### [DATA SUPPLIED]
------------------------------

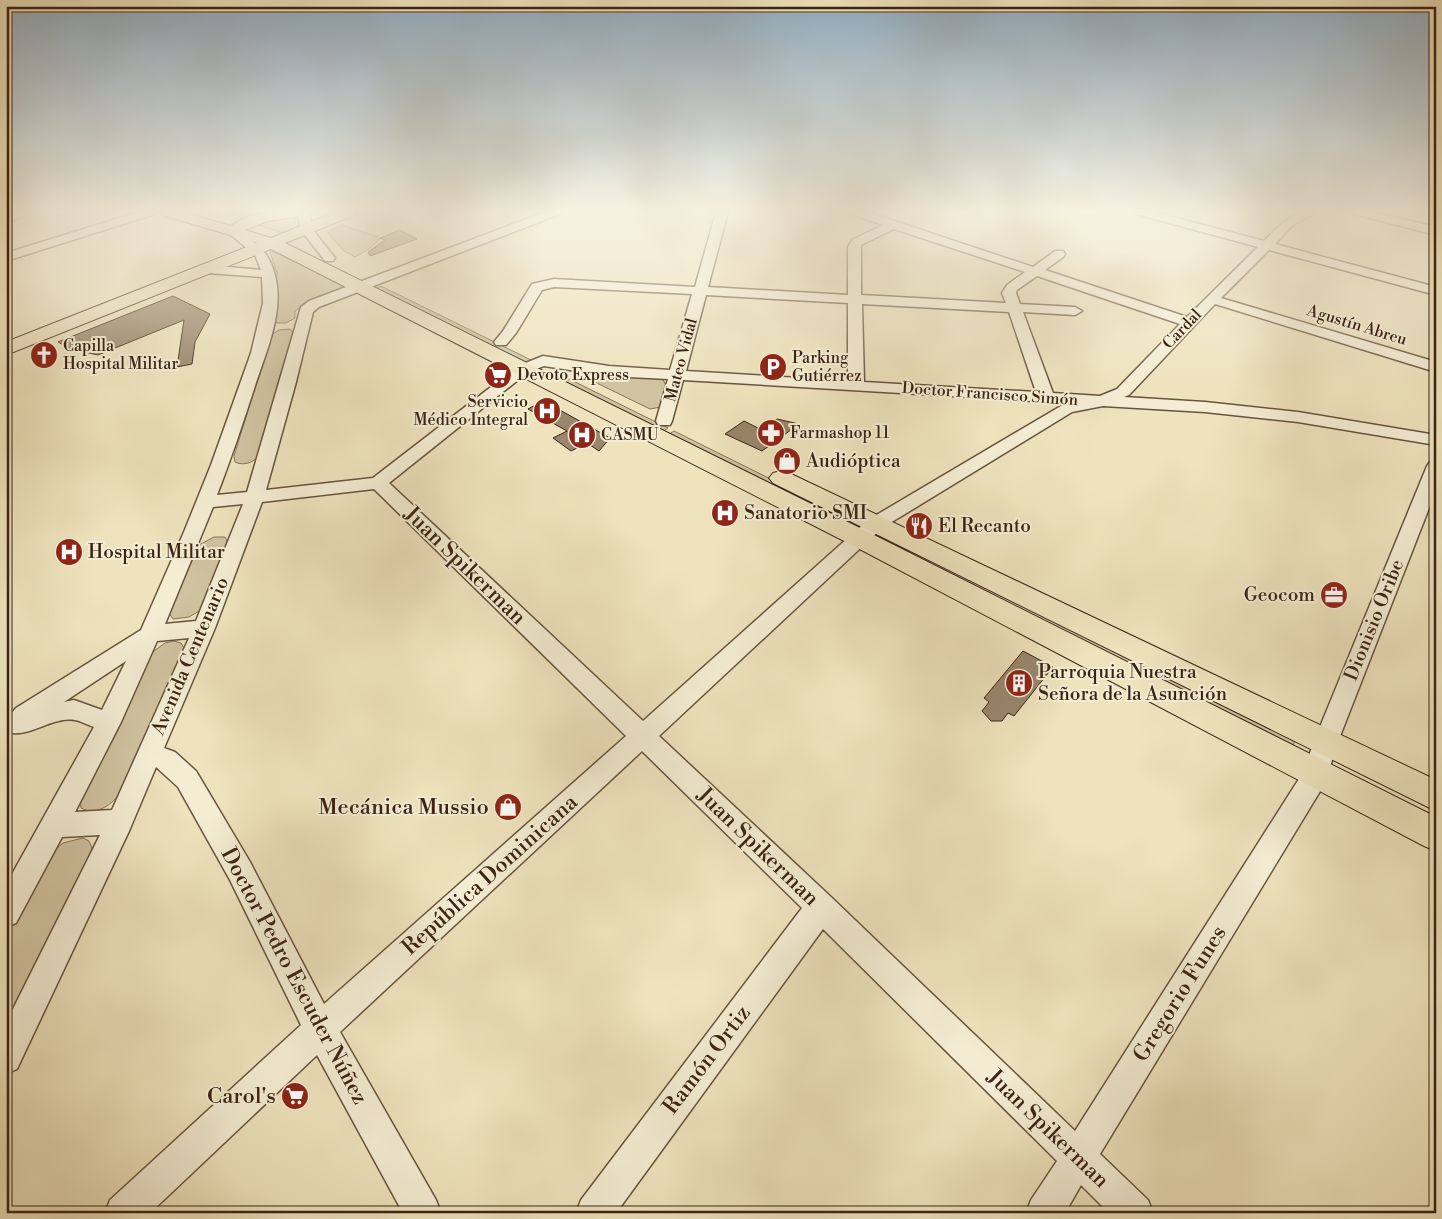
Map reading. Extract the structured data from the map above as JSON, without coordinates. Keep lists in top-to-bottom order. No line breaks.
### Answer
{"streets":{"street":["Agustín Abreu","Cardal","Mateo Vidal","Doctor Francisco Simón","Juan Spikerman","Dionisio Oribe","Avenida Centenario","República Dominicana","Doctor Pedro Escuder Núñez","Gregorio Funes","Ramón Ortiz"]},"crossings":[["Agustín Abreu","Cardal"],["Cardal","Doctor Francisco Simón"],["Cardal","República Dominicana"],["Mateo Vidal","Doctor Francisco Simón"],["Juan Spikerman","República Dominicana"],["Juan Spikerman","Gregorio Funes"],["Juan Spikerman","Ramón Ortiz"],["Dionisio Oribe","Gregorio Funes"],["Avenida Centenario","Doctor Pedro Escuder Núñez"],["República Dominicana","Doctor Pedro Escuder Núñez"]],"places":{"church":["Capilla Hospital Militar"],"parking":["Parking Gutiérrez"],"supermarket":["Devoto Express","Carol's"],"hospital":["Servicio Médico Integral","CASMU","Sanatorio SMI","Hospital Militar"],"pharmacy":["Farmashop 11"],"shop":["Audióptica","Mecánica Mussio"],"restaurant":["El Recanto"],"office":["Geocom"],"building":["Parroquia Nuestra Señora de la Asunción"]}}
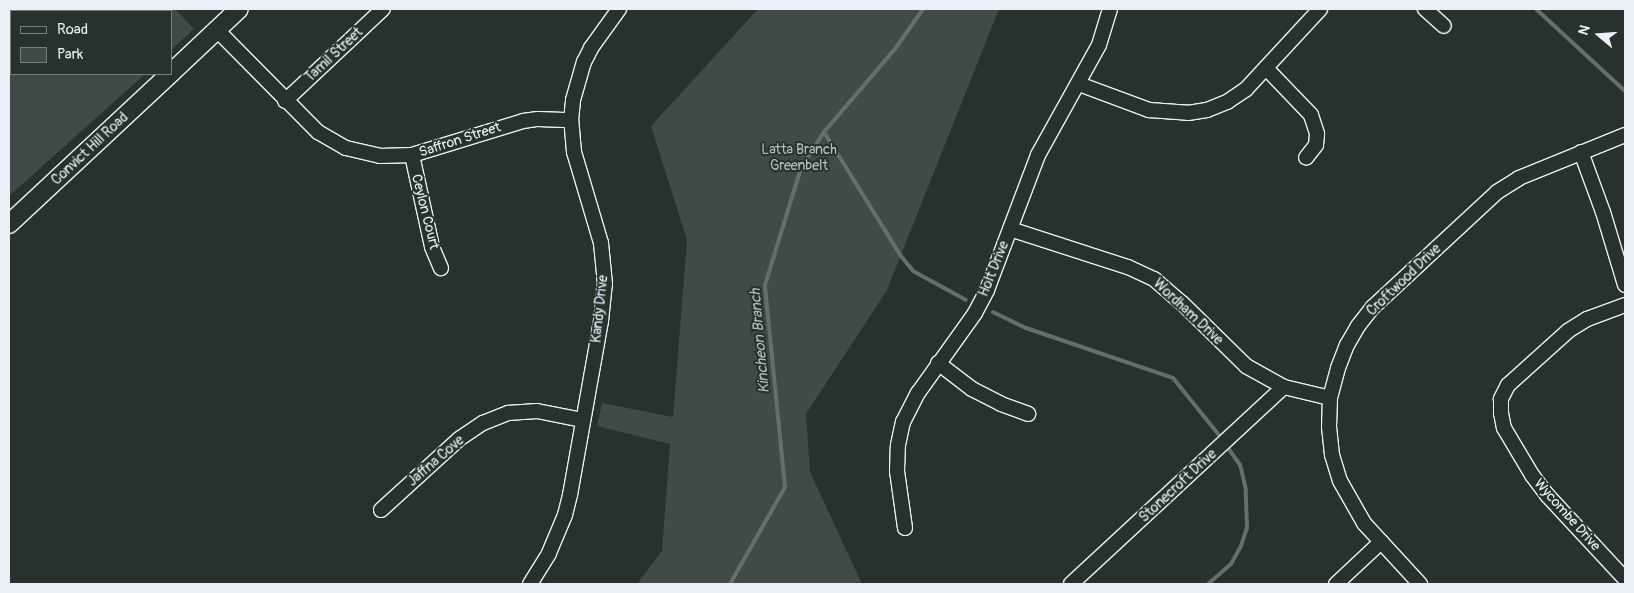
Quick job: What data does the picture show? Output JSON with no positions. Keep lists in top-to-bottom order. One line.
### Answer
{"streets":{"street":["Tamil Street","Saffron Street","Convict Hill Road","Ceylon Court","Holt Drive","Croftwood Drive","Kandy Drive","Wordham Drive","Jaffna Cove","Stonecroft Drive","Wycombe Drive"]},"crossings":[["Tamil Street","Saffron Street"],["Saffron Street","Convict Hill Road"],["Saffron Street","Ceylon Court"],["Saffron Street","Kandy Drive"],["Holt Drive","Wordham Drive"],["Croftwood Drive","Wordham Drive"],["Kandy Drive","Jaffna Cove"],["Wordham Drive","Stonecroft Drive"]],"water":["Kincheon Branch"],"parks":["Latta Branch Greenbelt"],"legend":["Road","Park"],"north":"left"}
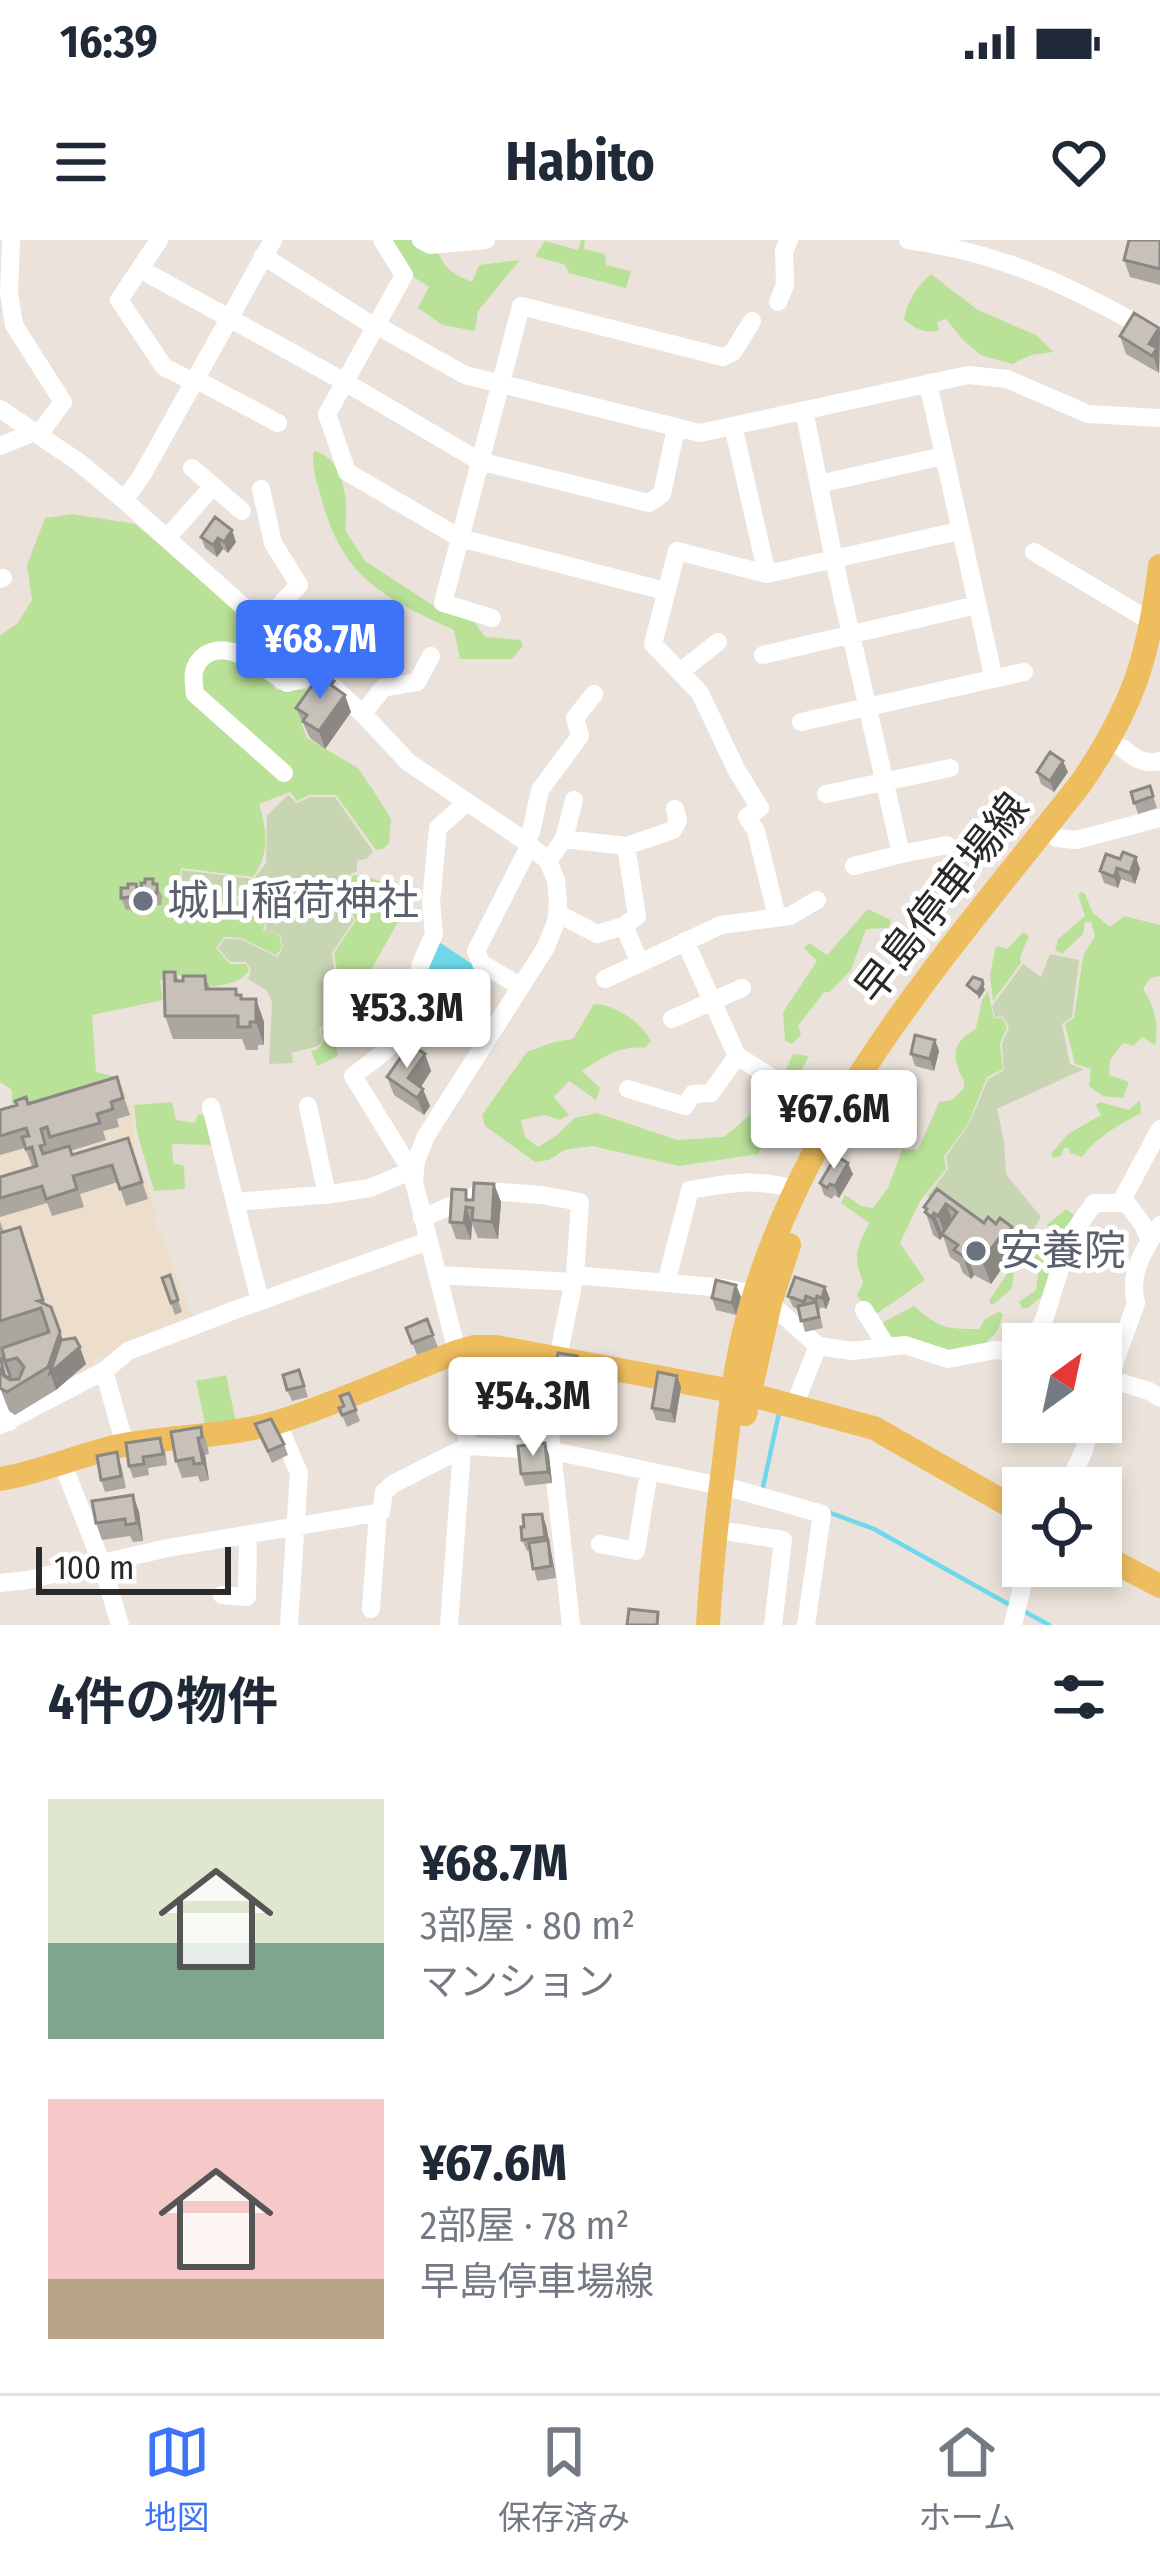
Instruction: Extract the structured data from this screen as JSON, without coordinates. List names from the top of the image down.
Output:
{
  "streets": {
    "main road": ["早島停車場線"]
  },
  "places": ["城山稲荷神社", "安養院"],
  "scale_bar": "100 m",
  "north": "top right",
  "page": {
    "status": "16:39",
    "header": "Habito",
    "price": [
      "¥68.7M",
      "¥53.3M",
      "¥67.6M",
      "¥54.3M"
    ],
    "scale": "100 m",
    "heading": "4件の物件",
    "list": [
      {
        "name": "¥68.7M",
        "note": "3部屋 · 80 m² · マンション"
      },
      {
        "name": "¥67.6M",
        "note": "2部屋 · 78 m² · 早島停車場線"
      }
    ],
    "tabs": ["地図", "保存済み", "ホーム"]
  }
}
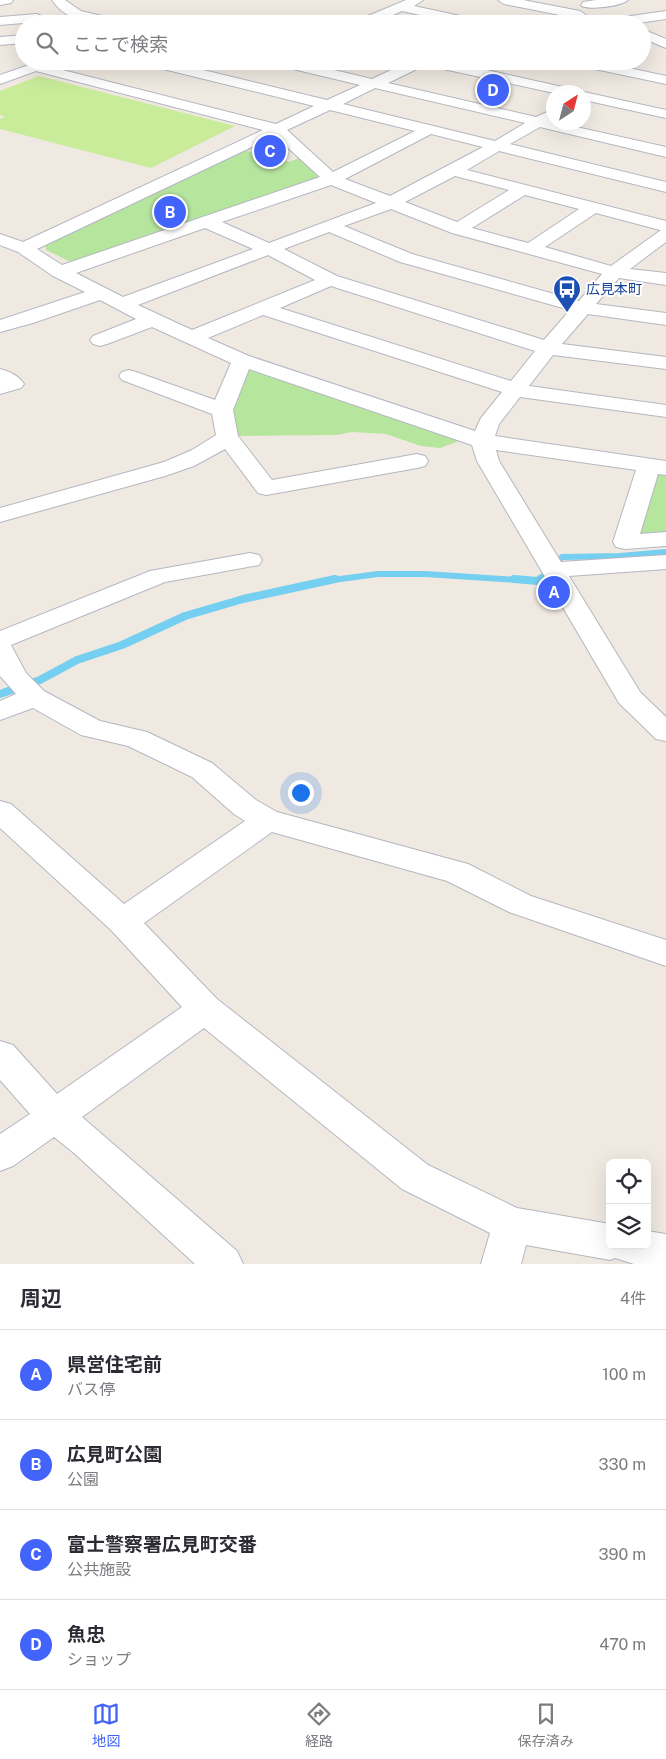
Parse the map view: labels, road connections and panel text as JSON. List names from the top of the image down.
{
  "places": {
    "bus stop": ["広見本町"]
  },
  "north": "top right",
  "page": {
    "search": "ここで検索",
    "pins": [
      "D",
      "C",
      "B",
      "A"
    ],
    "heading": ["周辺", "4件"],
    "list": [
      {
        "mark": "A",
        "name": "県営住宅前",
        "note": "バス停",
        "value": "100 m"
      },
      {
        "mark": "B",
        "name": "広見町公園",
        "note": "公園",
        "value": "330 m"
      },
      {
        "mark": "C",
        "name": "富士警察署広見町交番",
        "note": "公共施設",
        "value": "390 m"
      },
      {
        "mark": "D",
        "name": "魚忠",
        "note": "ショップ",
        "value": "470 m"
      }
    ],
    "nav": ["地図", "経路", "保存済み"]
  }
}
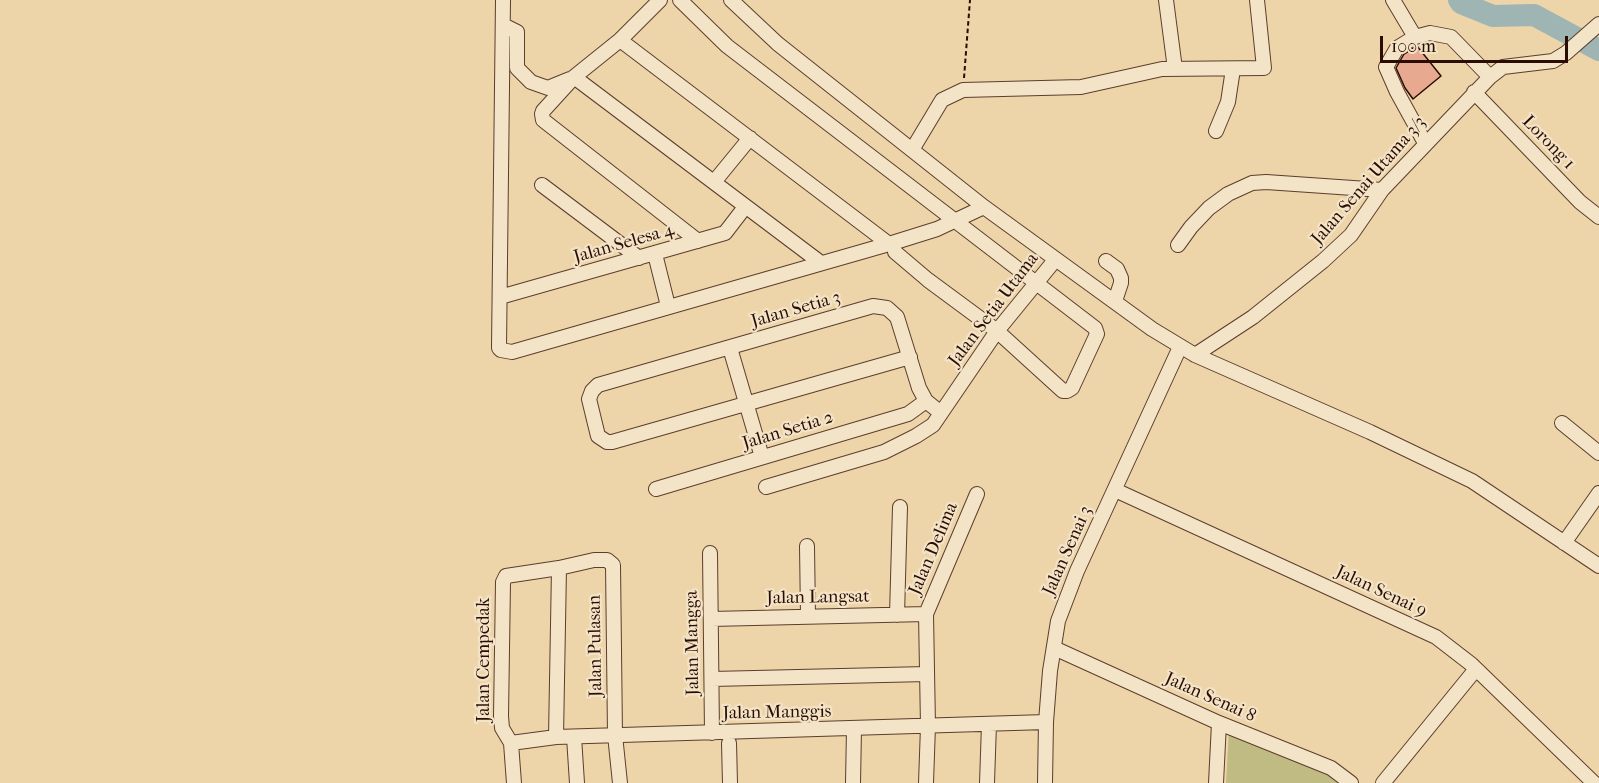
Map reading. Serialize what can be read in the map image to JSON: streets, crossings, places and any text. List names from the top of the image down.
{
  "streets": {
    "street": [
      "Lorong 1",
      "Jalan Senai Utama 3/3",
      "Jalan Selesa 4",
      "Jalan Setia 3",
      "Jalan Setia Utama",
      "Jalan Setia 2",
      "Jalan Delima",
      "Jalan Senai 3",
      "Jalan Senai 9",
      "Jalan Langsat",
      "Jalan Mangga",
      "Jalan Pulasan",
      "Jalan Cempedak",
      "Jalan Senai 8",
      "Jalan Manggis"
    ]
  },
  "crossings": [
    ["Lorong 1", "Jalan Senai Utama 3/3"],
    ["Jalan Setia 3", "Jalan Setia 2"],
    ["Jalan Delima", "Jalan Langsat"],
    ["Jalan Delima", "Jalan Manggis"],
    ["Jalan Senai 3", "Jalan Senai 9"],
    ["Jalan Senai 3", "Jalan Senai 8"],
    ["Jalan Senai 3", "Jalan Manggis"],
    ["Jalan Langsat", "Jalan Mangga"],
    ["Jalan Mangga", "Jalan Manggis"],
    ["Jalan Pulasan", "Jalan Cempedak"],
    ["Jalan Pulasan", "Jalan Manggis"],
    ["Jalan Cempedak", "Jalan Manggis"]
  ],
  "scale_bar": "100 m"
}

------------------------------

### [WHAT YOU HAVE TO DO]
Where the string "bottom" turns up in a line of the data above, copy that whole line.

### [OUTPUT]
Map reading. Extract the structured data from the map above as JSON, without coordinates. Keep lists in top-to-bottom order. No line breaks.
Quick job: What data does the picture show? Output JSON with no positions. Keep lists in top-to-bottom order. One line.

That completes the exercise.